The following was begun during an informal morning coffee with a group of Hellenic Studies librarians. Special thanks go to Elli Mylonas and Colin McCaffrey, who were seated on either side of me, but others contributed, and of course I am responsible for any errors in what follows. If there are omissions, please comment or email me at phoebe.acheson at gmail.com so I can add to the lists that follow!

Need a Refresher on What Open Access Is?

Fairly Traditional Monographs

The following are publishing monographs and making digital access of some kind available for free to all; in many cases print books may also be purchased and/or printed on demand.

Journal Articles

  • Directory of Open Access Journals This site allows browsing for open-access titles that use peer review by discipline (look under Arts and Architecture, Languages and Literatures, History and Archaeology, or other headings depending on your subfield).
  • Ancient World Online: List of Open-Access Journals in Ancient Studies This list is extremely comprehensive and includes many items not in the DOAJ, above, but many are not peer-reviewed and others are titles that have put back issues online open-access but are not publishing current issues in that format. With these caveats, a journal on this list might be the right one for your publishing needs.
  • ISAW Papers I am highlighting this specific project (title? series?) because it is at the forefront of technology for publishing born-digital articles (highly linked, linked open data friendly, etc.)

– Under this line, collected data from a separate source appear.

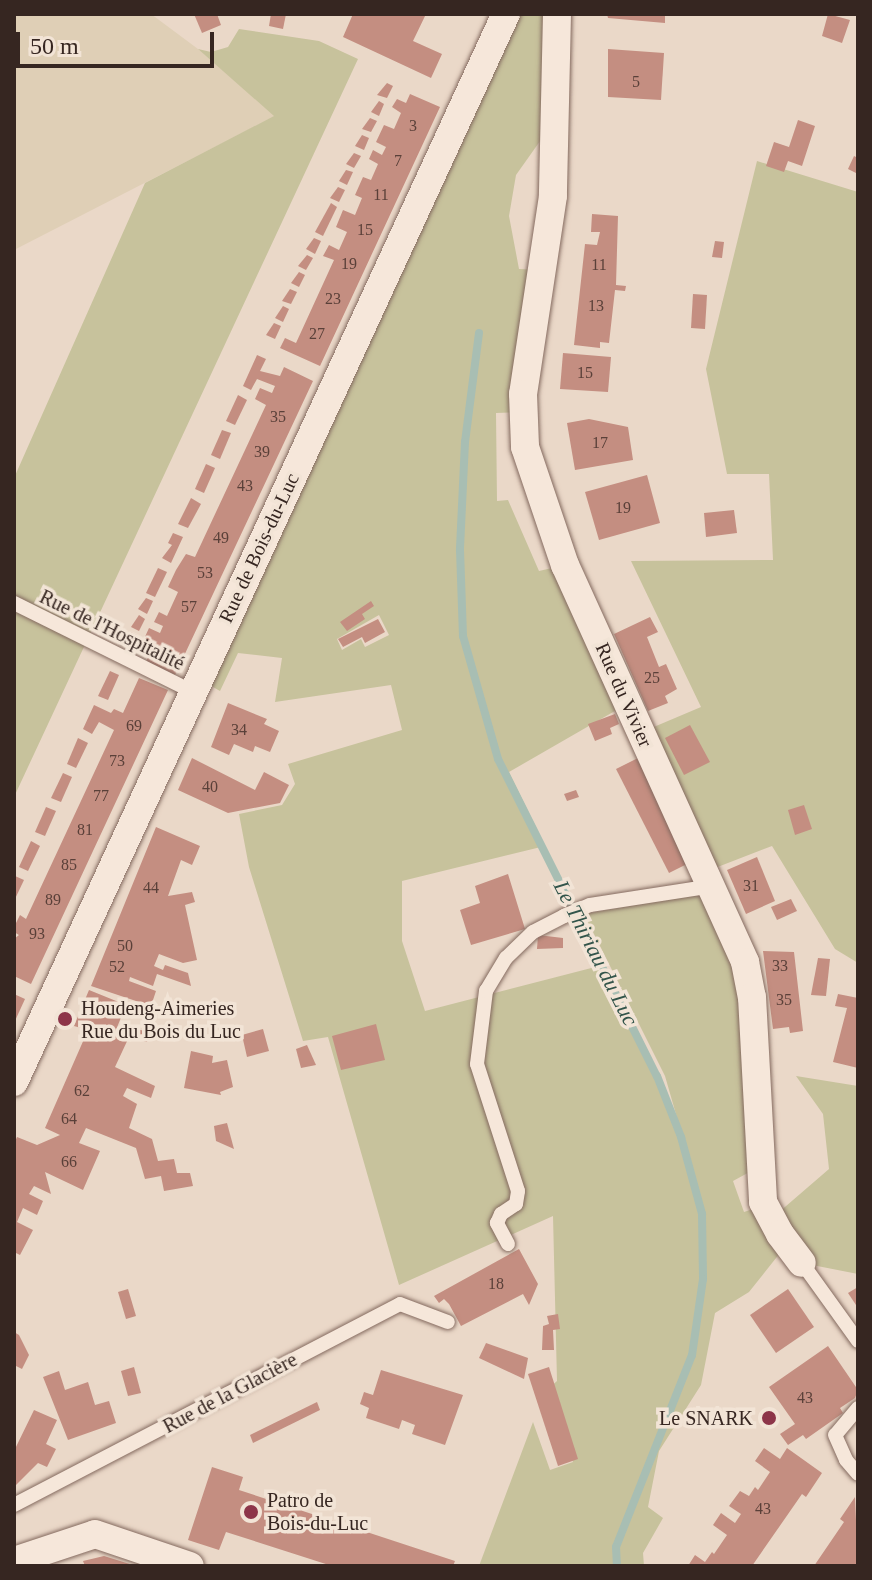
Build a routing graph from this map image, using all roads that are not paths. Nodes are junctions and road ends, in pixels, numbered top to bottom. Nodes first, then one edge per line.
1 (506, 14) edge
2 (557, 14) edge
3 (14, 603) edge
4 (193, 692) junction
5 (713, 886) junction
6 (14, 1082) edge
7 (508, 1244) dead end
8 (802, 1263) joint
9 (448, 1322) dead end
10 (858, 1341) edge
11 (858, 1408) edge
12 (858, 1474) edge
13 (14, 1505) edge
14 (55, 1557) edge
15 (14, 1561) edge
16 (190, 1566) edge

1 - 4 street, Rue de Bois-du-Luc
2 - 5 street, Rue du Vivier
3 - 4 lane, Rue de l'Hospitalité
4 - 6 street, Rue de Bois-du-Luc
5 - 7 lane
5 - 8 street, Rue du Vivier
8 - 10 lane, Rue du Vivier
9 - 13 lane, Rue de la Glacière
11 - 12 lane
14 - 15 street
14 - 16 street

Pre-Prints, Working Papers, and Self-Archiving

In many fields, pre-prints or “working” versions of papers that have not yet been formally published are routinely circulated and deposited online in open access repositories. This is not yet common in Classics, but certainly could become more so.

Self-Archiving is the process of  making ones own published work available open-access online. It can be done in a variety of ways and places:

  • An Institutional Repository (sometimes called a Digital Library or Repository; example: DukeSpace) at your institution (ask your liaison librarian!)
  • Scribd as above
  • Academia.edu (which now requires readers to have a free account to access your papers)
  • Your own personal or departmental web site or blog
  • In archaeology, Propylaeum-DOK from the University of Heidelberg Library is a subject-specific repository accepting papers from scholars all over the world.

The big issue with self-archiving is making sure you have the right to do so under the contract you signed with the original publisher of your work.  These contracts can be negotiated.  Here’s an account by librarian Micah Vandegrift detailing his recent negotiation about self-archiving. If your library has a Scholarly Communications office (example: Duke Scholarly Communications), they may also be able to give you advice on this process.

I welcome your comments with further thoughts about specific venues to publish open-access or other ways in which to freely disseminate scholarly information online.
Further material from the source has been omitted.